Дама взяла записку, сказала «да!» и стала читать.
Гостья не сводила с нее глаз, пока она не дочитала до конца. В записке стояло всего несколько строчек. Дочитав, дама слегка покраснела, поцеловала гостью и крепко сжала ей руку.
– Он пишет, что милая, добрая девушка, которую он рекомендует мне этим письмом, может когда-нибудь стать для меня поддержкой и утешением. Что ж, так оно и случилось – при первом же знакомстве.
– Я не знаю, – нерешительно сказала гостья, – я не знаю, известна ли вам моя история? Он вам никогда ее не рассказывал?
– Нет.
– Я так и думала. Но сама я не вправе рассказать ее вам сейчас, потому что меня очень просили не делать этого. В ней нет ничего особенного, просто вы бы тогда поняли, почему я должна просить вас не упоминать здесь об этой записке. Вы видели моих родных? Кое-кто из них – я в этом признаюсь только вам – не чужд некоторой гордости, некоторых предрассудков.
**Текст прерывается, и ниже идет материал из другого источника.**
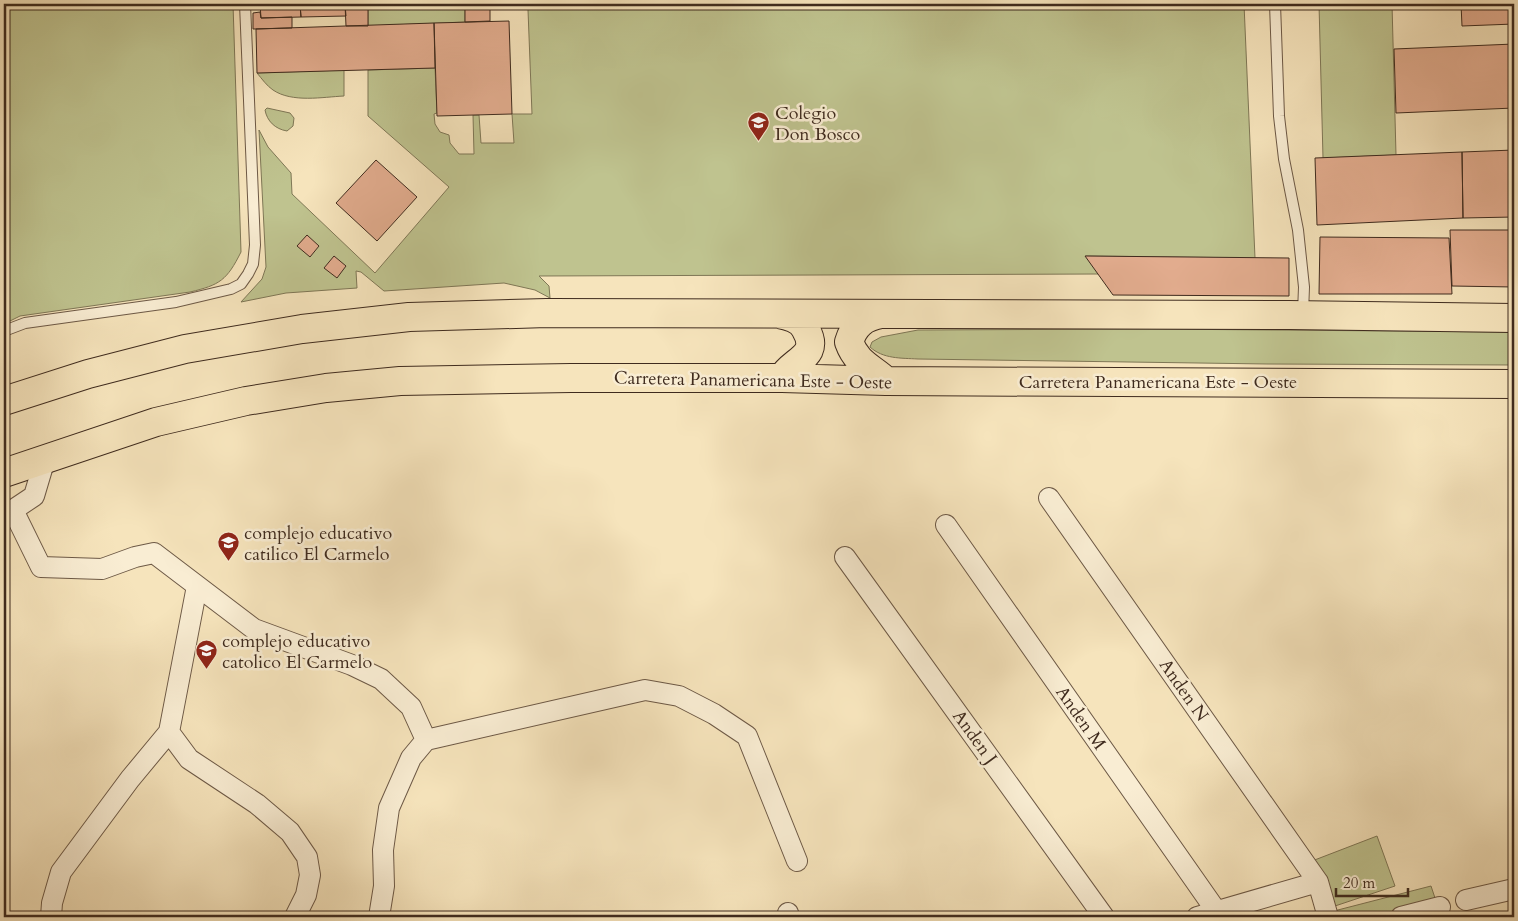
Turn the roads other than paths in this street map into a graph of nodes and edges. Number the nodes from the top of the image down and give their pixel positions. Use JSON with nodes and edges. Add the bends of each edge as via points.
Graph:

– Знаете что, – сказала дама, – вы лучше возьмите письмо назад, чтобы оно не попалось на глаза моему мужу. А то, если он о нем узнает, то может как-нибудь невзначай проговориться. Спрячьте его снова у себя на груди, так будет вернее.
Гостья с величайшей осторожностью спрятала письмо. Ее маленькая, тонкая ручка еще держала его за уголок, когда в коридоре послышались чьи-то шаги.
– Я обещала, – сказала гостья, вставая, – написать ему после того, как мы с вами встретимся (ведь мы должны были встретиться, рано или поздно), и рассказать, здоровы ли вы, счастливы ли. Я, пожалуй, напишу, что вы здоровы и счастливы.
– Да, да, да! Напишите, что я вполне здорова и вполне счастлива. И что я от всего сердца благодарна ему и никогда его не забуду.
– Ну, мы еще увидимся утром. И наверно не в последний раз. Доброй ночи!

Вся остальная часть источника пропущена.